Is this a BUG REPORT or FEATURE REQUEST?:

enhancement

What happened:

When node reaper tries to drain a node, it does not check if all pods can be disrupted and node can be drained. It keeps trying to drain the node until command does not timesout.

What you expected to happen:

It should check before trying to drain a node.

How to reproduce it (as minimally and precisely as possible):

Try to drain a node which is having pods with 0 disruption allowed.

Anything else we need to know?:

Environment:

• Kubernetes version:

kubectl version -o yaml

Other debugging information (if applicable):

• relevant logs:

kubectl logs <governor-pod>

[eytan-avisror]

This would make a great enhancement, however would be somewhat tricky as we would have to evaluate "disruptions allowed" - since there is no way to link an existing PDB CR to a node we are about to terminate - this would mean:

• List PDBs in the cluster
• List Pods in the cluster
• Map all pods to nodes that they are scheduled on
• Before terminating a node, evaluate whether a disruption is likely allowed (e.g. all pods are running / enough pods are running)

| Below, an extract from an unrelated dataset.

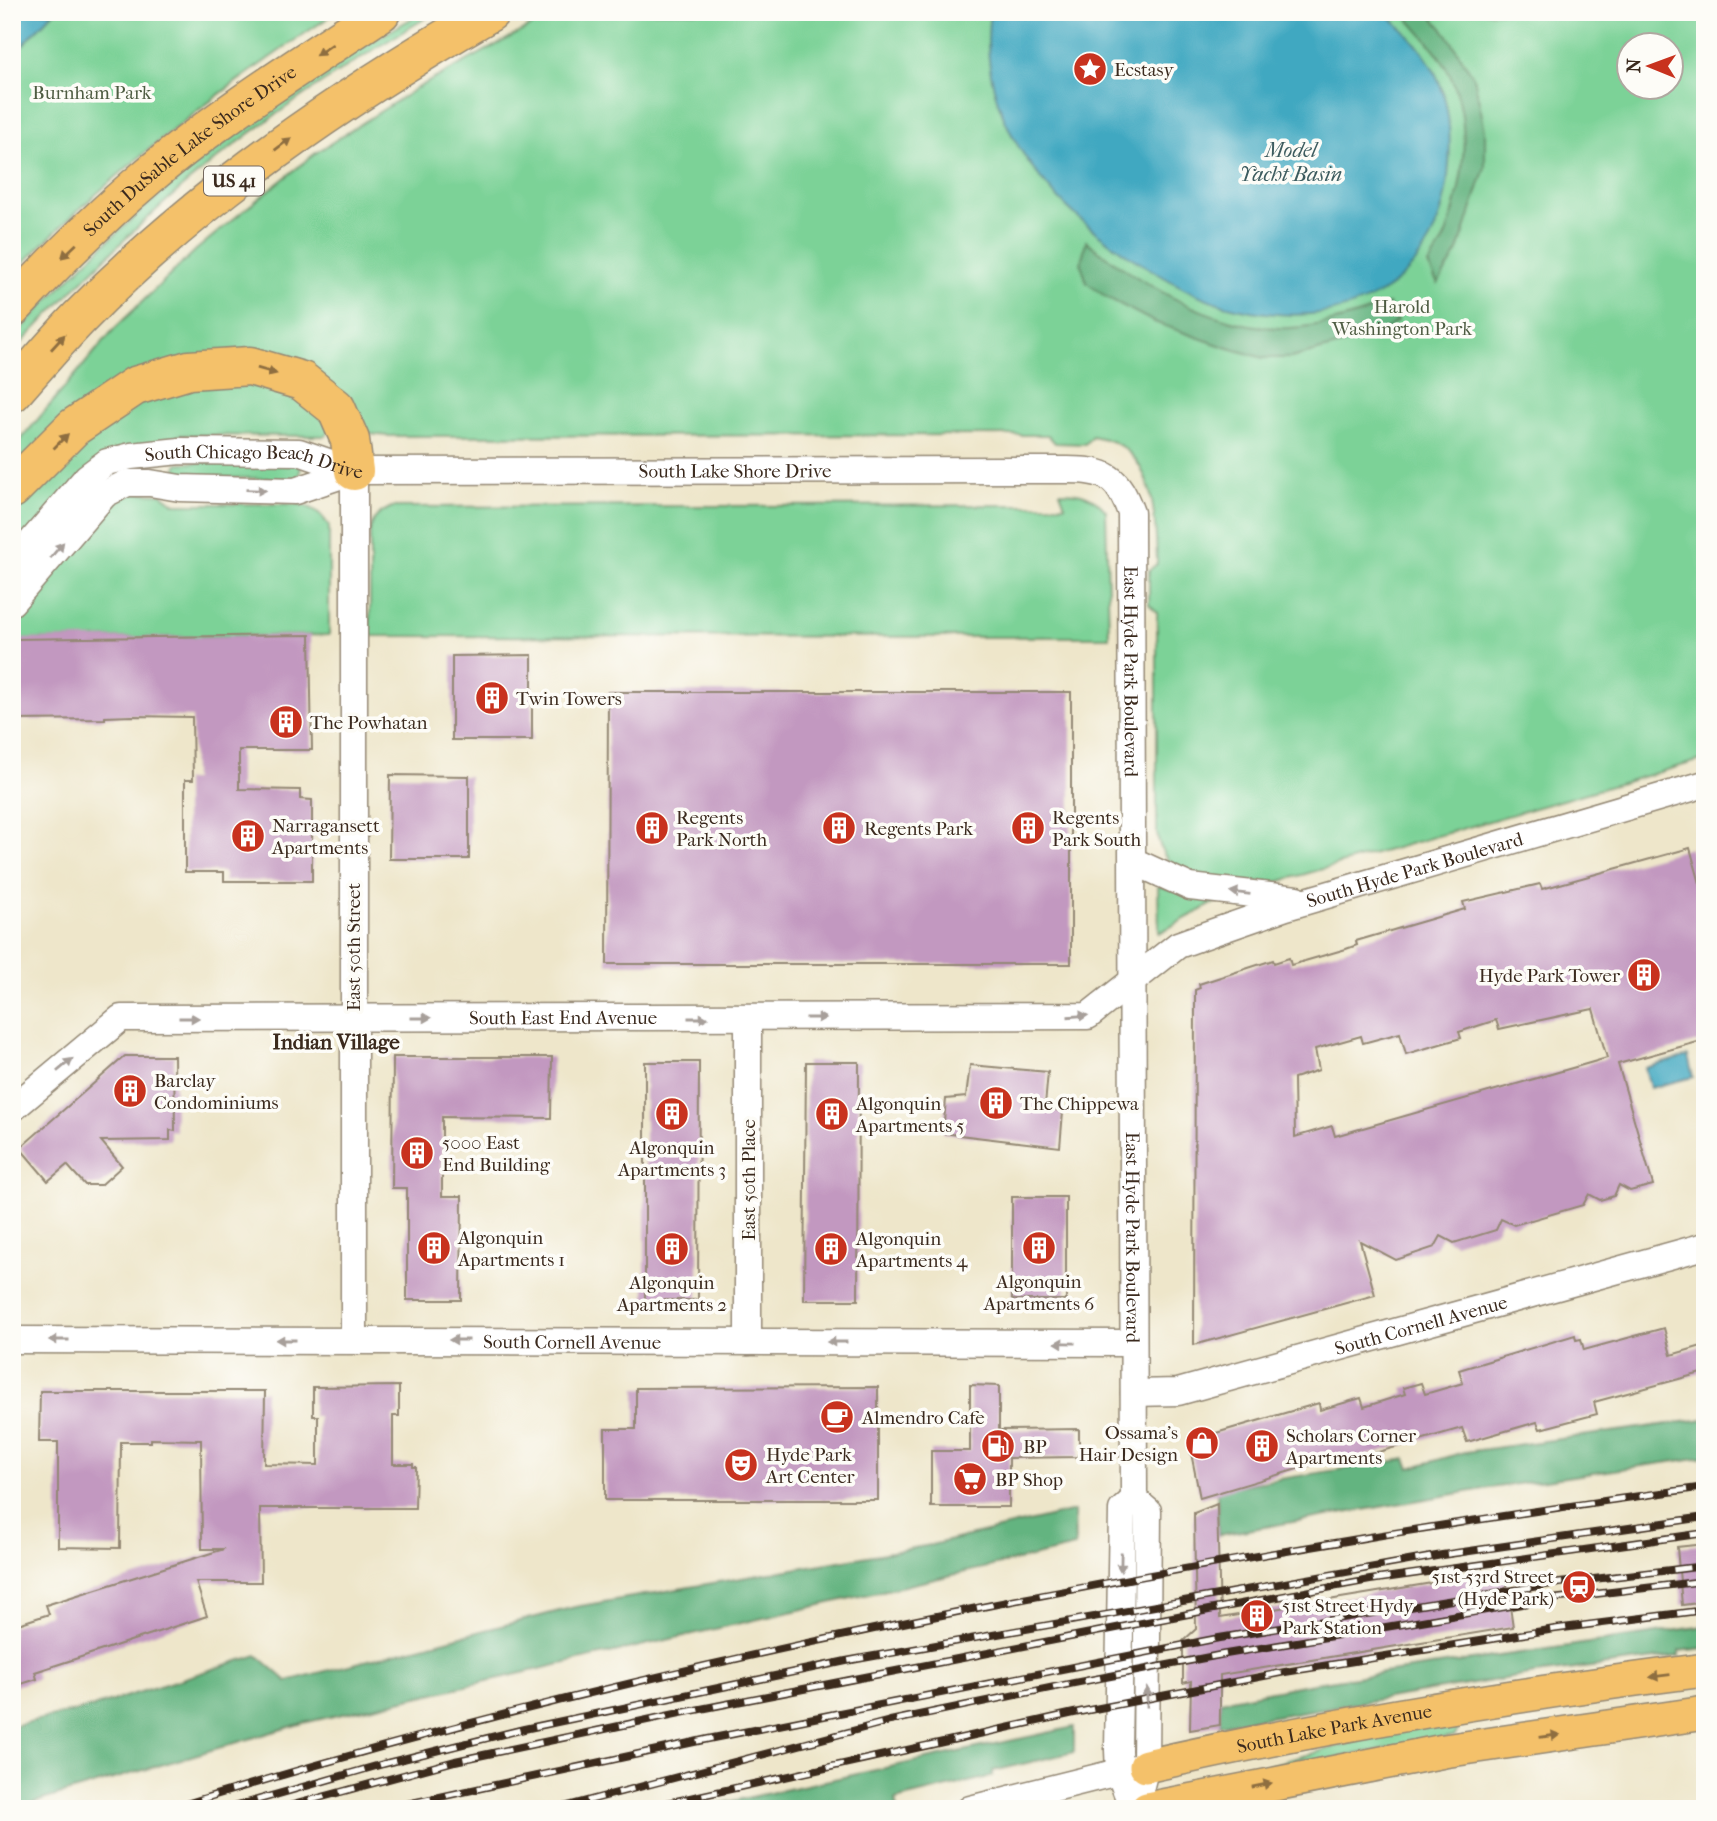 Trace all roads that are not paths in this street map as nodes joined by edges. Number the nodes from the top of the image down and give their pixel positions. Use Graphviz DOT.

We can probably add a flag to enable/disable this feature

[shrinandj]

Another option might be to do kubectl drain --dry-run and see if that call succeeds. If there are PDBs that might get violated, the dry-run would fail (need to test this though).

[eytan-avisror]

Another option might be to do kubectl drain --dry-run and see if that call succeeds. If there are PDBs that might get violated, the dry-run would fail (need to test this though).

Good idea worth a check

[viveksyngh]

kubectl drain node --dry-run=client

does not check if it can disrupt the pod or not. It just print evicting for all pods on that node regardless of their pdb status.

I tried this on one of the node which node-reaper was failed to drain and has some pods which can be disrupted.

@eytan-avisror @shrinandj